DATA PROVIDED.

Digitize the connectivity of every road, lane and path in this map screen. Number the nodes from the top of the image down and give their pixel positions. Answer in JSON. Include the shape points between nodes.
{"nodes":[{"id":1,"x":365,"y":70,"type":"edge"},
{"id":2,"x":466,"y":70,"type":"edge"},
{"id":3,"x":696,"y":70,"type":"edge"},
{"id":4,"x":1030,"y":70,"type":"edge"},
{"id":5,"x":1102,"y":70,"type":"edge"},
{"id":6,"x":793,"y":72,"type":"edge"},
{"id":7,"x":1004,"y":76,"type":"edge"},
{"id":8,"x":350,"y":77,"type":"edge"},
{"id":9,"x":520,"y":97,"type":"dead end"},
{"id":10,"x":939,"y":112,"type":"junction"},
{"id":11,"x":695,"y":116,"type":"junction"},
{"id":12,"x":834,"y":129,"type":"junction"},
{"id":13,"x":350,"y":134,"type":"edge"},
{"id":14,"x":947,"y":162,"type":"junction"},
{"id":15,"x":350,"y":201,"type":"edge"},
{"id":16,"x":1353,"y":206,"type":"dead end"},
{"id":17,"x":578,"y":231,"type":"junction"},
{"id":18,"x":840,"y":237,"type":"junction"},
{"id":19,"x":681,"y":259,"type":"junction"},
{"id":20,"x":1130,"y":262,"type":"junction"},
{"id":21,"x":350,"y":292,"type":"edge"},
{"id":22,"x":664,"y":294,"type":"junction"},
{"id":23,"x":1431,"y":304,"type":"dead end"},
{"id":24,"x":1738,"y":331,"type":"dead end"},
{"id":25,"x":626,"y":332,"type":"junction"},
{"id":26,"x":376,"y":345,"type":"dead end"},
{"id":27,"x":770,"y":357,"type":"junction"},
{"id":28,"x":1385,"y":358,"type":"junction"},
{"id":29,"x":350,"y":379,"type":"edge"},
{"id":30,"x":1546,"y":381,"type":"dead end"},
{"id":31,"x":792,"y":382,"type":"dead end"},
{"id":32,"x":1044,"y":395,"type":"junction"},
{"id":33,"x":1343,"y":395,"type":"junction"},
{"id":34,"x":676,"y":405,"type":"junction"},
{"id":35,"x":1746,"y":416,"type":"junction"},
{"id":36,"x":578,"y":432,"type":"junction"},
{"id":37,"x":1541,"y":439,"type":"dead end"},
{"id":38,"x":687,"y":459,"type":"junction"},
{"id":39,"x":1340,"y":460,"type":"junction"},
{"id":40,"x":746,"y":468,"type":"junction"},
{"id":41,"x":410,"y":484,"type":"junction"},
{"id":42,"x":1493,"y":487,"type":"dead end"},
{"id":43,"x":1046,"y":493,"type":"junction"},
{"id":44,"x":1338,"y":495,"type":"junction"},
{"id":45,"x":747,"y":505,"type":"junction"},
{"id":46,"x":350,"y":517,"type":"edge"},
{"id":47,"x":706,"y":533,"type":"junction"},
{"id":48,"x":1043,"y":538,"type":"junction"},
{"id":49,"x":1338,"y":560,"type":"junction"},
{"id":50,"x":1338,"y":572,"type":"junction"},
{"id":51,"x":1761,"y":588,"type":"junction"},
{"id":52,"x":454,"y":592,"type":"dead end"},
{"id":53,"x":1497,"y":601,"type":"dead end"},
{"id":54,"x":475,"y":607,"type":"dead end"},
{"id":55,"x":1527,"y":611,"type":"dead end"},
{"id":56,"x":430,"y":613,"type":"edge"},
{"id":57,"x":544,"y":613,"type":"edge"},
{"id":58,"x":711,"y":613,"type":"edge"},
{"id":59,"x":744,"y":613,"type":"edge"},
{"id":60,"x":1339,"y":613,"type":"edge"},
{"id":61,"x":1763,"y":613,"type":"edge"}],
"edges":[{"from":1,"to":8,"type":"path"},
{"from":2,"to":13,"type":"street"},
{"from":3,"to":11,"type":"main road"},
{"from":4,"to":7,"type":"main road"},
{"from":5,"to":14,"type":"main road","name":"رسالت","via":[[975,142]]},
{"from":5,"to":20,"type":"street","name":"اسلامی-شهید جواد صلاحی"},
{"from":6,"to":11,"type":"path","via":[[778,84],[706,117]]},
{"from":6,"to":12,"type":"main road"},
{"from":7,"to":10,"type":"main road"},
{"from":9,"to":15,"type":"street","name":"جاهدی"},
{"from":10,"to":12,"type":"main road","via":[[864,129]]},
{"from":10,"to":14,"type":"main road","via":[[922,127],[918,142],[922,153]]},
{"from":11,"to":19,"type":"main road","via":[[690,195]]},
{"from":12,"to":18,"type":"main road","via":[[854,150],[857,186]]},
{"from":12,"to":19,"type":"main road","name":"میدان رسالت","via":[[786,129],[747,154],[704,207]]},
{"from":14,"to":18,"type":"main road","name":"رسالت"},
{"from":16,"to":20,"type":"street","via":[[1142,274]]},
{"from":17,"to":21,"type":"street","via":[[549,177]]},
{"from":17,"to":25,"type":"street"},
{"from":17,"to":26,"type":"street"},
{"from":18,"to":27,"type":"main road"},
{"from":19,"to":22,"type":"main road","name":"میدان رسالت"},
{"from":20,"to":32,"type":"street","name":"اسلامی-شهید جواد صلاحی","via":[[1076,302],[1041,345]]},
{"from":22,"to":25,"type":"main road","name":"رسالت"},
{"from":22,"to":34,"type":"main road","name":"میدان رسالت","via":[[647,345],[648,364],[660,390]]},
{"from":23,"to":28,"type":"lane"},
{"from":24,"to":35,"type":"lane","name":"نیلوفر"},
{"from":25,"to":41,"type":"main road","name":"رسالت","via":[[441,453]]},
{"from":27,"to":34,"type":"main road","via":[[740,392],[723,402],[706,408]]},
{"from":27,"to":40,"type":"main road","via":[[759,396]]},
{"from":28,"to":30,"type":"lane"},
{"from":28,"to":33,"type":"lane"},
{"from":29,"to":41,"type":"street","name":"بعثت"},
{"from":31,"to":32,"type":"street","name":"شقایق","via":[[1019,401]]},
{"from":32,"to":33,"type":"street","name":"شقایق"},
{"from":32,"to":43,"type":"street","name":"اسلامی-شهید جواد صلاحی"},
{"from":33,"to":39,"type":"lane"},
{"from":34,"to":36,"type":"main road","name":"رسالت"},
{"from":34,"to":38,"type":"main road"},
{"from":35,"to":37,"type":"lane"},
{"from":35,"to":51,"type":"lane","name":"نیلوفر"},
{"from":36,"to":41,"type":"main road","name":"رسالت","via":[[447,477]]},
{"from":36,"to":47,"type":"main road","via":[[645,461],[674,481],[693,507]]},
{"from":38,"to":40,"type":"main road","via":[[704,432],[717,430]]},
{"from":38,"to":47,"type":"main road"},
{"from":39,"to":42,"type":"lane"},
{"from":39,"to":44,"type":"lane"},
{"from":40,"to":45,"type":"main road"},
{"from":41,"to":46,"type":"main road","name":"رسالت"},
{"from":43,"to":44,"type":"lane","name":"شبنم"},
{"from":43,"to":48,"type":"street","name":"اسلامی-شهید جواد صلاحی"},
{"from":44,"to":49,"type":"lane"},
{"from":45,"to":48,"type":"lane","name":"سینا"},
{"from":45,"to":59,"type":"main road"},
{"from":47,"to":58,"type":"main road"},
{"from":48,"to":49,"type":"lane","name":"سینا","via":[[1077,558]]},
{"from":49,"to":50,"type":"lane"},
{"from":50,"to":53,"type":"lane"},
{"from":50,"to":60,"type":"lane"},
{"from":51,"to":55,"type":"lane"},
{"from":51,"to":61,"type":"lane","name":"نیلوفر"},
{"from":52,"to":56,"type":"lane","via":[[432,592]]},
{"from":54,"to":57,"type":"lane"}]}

==

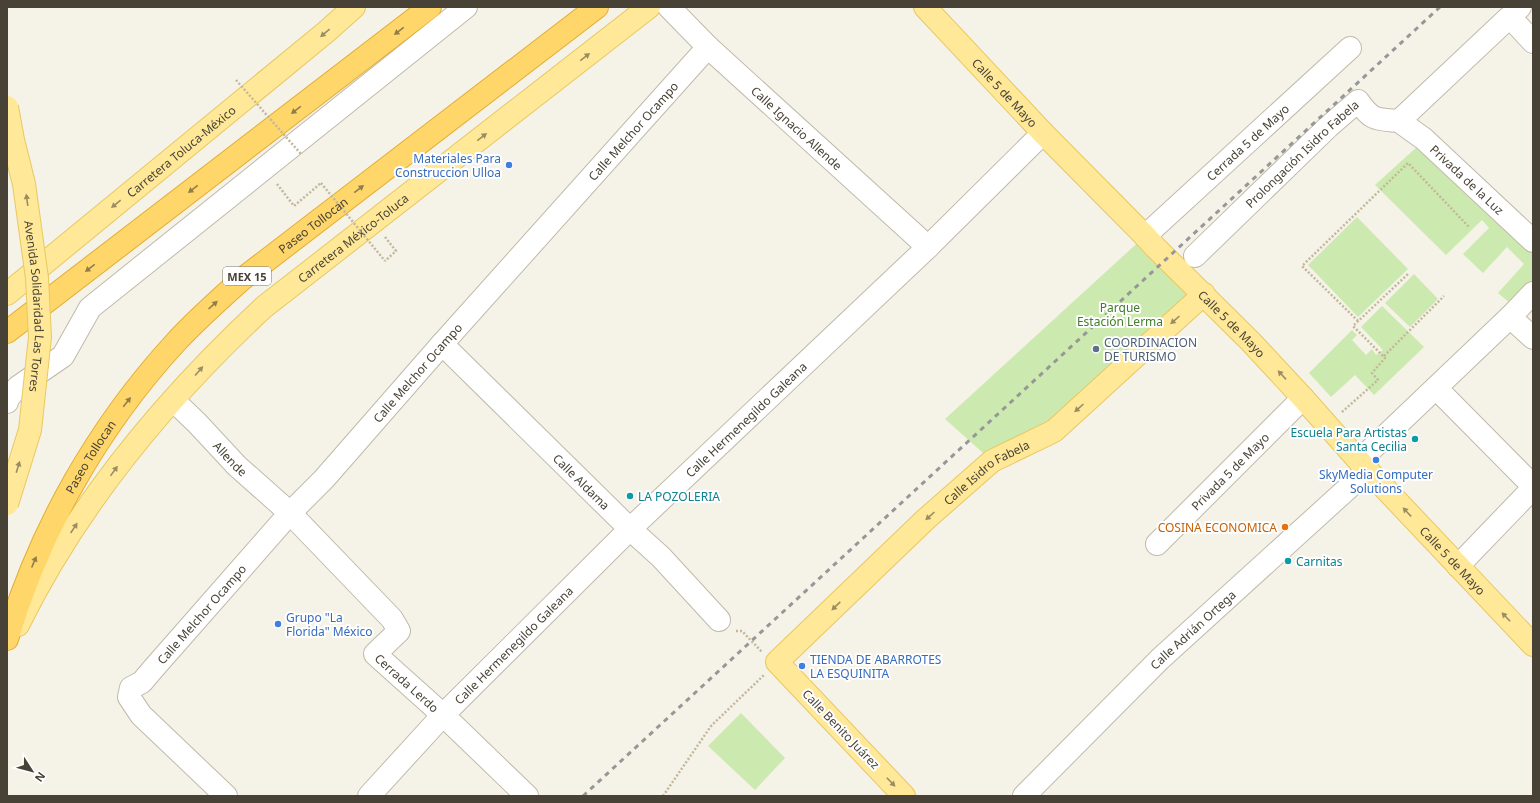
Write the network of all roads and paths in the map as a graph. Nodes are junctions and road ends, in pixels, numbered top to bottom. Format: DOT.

---

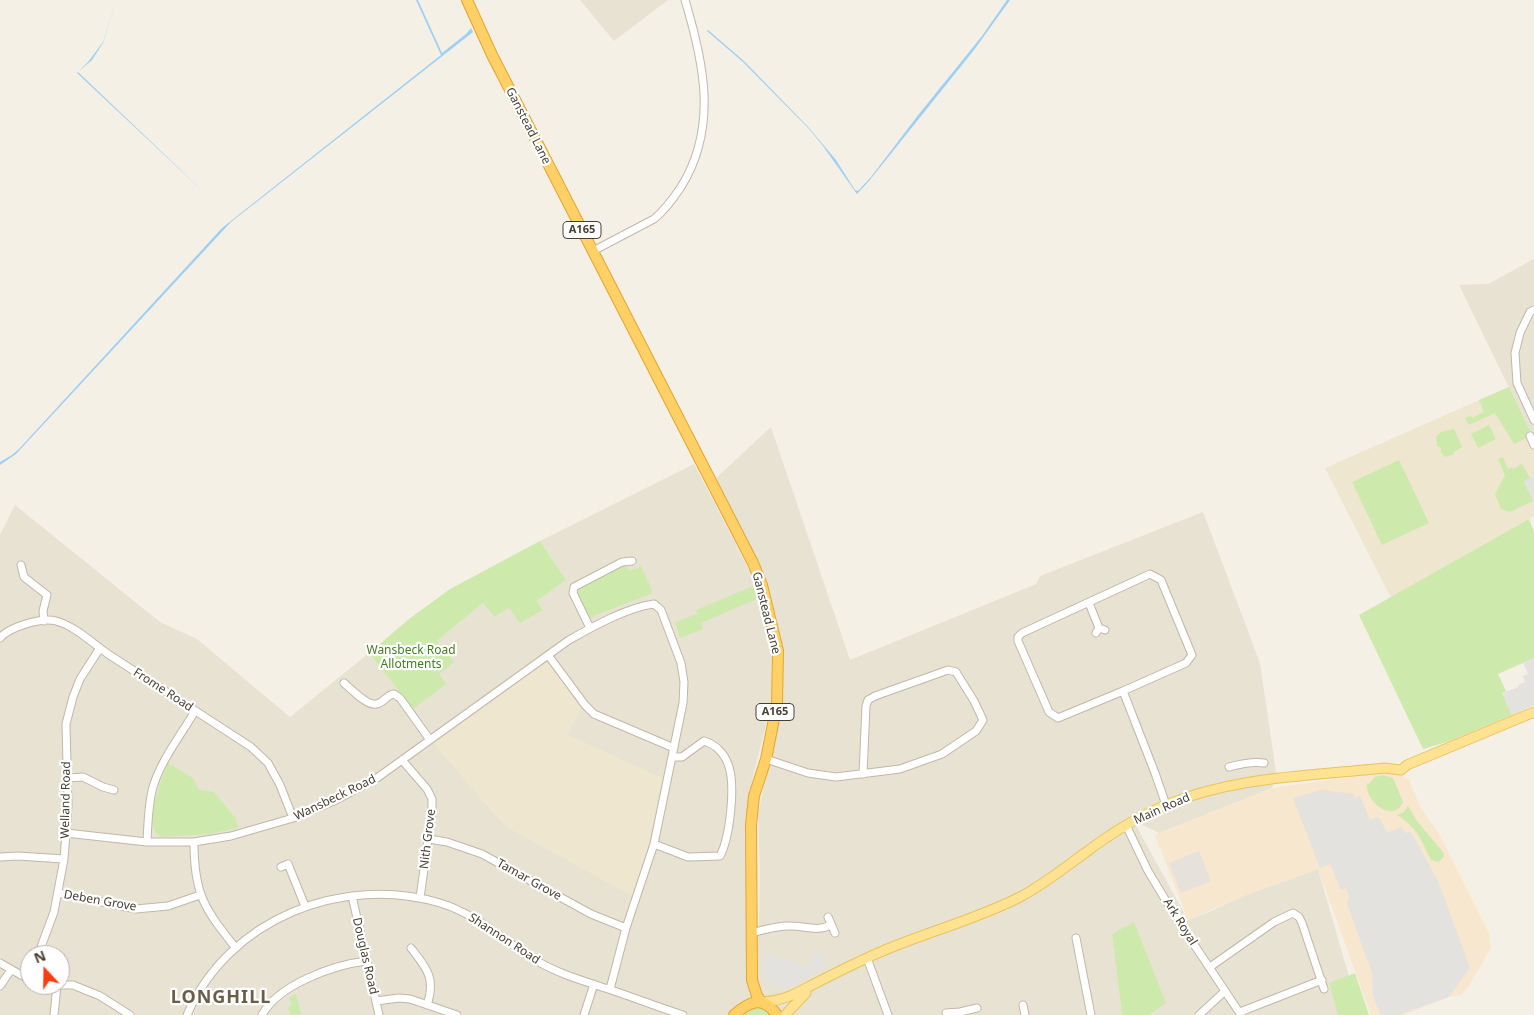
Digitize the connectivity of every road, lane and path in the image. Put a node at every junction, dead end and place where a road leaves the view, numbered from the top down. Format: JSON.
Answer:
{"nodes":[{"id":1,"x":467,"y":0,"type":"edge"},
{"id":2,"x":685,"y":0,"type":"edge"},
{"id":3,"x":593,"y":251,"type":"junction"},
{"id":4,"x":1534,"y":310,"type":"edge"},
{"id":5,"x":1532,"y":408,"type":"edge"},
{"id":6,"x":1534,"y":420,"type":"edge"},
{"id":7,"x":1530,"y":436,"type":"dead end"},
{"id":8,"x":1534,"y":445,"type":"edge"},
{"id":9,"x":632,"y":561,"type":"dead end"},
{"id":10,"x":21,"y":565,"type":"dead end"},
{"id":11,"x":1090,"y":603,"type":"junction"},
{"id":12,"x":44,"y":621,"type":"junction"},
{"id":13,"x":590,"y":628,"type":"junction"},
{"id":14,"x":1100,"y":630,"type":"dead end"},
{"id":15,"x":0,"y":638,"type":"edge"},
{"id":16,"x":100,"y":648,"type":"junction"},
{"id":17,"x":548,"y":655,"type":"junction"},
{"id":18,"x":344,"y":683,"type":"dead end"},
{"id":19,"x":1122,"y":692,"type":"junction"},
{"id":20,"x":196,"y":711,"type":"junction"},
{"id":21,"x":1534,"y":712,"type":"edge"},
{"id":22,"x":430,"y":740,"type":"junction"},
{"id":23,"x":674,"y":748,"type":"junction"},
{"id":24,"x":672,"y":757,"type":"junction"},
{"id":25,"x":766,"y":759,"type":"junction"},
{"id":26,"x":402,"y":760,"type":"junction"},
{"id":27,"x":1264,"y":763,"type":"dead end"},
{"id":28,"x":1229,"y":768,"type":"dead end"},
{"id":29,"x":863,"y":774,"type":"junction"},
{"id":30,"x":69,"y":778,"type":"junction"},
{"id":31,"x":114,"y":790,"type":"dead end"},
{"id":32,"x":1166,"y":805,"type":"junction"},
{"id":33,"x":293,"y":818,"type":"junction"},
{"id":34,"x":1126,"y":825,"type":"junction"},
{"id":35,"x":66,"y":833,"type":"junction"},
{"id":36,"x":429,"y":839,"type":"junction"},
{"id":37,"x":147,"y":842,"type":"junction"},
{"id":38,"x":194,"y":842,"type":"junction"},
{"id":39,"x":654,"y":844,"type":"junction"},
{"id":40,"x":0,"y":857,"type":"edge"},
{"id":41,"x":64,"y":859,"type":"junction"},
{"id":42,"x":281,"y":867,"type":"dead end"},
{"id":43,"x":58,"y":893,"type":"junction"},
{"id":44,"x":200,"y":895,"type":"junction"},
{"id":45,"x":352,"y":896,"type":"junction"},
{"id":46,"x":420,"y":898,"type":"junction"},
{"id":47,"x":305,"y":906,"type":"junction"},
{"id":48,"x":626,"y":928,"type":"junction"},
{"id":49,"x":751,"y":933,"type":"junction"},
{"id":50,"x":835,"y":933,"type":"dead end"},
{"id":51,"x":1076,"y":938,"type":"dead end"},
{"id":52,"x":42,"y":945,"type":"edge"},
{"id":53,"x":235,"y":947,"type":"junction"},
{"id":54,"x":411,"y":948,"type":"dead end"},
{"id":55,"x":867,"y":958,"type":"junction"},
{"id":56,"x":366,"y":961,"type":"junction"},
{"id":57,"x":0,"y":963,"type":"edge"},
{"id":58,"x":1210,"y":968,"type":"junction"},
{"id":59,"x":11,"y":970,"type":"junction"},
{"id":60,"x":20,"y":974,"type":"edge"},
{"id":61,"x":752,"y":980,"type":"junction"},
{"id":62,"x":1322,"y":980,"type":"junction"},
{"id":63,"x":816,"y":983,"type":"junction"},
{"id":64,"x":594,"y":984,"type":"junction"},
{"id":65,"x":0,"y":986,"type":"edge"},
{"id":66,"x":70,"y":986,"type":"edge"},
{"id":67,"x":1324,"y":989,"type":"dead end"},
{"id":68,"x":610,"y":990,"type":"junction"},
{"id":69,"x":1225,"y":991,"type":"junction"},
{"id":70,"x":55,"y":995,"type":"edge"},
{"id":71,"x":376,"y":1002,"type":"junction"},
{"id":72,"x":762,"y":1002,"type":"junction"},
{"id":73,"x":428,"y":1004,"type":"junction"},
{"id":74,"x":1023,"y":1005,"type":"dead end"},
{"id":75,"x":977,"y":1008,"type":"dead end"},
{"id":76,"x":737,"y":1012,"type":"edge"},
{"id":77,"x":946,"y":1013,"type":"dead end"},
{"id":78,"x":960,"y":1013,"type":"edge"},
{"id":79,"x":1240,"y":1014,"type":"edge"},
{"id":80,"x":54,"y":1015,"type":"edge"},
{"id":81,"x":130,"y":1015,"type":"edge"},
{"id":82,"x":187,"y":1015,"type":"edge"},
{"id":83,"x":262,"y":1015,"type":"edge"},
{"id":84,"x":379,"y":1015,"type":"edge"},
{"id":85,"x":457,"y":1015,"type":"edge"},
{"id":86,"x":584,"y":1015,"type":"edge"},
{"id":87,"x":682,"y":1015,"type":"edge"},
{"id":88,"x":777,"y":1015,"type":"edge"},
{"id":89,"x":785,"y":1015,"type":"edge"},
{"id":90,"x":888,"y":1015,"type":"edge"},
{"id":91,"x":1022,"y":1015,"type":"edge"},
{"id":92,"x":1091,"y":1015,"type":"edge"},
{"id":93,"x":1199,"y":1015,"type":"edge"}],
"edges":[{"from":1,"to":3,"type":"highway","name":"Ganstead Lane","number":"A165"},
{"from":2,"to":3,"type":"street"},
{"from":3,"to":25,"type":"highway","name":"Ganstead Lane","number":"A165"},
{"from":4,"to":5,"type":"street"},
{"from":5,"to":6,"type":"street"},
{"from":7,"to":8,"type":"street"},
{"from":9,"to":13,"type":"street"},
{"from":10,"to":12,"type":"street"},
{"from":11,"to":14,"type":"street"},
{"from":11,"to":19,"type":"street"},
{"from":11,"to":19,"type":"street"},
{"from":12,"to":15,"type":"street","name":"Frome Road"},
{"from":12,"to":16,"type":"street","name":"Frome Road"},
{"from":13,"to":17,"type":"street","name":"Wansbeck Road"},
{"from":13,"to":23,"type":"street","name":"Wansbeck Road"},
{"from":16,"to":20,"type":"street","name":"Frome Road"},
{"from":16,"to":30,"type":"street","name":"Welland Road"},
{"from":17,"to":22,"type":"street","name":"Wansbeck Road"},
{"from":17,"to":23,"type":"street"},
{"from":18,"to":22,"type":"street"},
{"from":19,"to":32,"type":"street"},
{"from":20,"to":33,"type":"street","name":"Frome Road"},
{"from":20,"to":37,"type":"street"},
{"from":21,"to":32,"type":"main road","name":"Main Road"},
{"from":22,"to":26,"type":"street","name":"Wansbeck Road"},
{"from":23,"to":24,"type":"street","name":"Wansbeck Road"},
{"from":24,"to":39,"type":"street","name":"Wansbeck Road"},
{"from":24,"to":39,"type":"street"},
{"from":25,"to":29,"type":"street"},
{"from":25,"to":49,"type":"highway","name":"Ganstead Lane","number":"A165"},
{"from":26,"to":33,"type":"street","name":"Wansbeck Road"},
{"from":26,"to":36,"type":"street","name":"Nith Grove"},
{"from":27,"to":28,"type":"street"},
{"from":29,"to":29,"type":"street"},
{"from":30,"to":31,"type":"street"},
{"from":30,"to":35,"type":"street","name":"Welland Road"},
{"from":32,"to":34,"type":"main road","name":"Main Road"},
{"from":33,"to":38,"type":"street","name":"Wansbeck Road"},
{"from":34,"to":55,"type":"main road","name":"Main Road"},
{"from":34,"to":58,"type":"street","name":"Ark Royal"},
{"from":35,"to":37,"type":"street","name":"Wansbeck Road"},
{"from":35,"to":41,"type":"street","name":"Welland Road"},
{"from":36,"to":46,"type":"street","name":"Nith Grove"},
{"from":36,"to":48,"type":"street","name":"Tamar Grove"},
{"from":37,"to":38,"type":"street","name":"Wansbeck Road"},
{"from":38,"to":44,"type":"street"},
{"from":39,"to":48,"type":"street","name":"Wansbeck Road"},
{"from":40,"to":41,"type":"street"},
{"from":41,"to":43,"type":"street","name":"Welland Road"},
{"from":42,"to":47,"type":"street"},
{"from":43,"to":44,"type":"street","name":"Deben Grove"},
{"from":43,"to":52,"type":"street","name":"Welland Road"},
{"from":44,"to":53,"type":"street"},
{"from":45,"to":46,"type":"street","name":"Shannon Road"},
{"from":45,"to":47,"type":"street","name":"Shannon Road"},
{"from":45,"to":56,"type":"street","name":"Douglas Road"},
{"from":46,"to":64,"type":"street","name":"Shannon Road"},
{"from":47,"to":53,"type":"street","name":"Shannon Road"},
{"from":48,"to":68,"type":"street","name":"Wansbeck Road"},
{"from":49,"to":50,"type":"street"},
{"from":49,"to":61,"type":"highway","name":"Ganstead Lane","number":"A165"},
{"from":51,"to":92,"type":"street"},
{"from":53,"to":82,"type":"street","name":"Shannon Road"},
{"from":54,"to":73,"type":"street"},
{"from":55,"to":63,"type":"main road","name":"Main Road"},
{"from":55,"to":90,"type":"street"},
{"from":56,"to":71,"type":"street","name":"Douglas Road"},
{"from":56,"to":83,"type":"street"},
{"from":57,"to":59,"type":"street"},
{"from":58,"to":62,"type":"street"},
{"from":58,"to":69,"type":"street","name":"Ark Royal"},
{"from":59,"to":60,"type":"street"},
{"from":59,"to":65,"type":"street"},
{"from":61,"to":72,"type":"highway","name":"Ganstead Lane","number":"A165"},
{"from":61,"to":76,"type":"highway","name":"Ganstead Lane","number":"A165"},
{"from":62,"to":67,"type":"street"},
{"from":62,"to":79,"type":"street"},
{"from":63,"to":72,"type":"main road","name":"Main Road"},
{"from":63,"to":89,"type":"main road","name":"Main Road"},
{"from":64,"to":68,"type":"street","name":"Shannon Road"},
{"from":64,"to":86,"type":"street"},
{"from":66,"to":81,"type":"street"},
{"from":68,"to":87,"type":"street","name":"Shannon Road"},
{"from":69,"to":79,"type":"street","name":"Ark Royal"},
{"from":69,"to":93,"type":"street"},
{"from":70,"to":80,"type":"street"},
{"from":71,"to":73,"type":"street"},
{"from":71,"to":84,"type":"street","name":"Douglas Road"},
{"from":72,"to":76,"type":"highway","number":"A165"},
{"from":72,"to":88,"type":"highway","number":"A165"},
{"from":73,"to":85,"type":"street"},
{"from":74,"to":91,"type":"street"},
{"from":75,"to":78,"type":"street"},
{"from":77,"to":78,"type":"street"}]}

TASK TO CARRY OUT. Copy every line above in which the string "numbered" shows up.

ANSWER BOX.
Write the network of all roads and paths in the map as a graph. Nodes are junctions and road ends, in pixels, numbered top to bottom. Format: DOT.
Digitize the connectivity of every road, lane and path in the image. Put a node at every junction, dead end and place where a road leaves the view, numbered from the top down. Format: JSON.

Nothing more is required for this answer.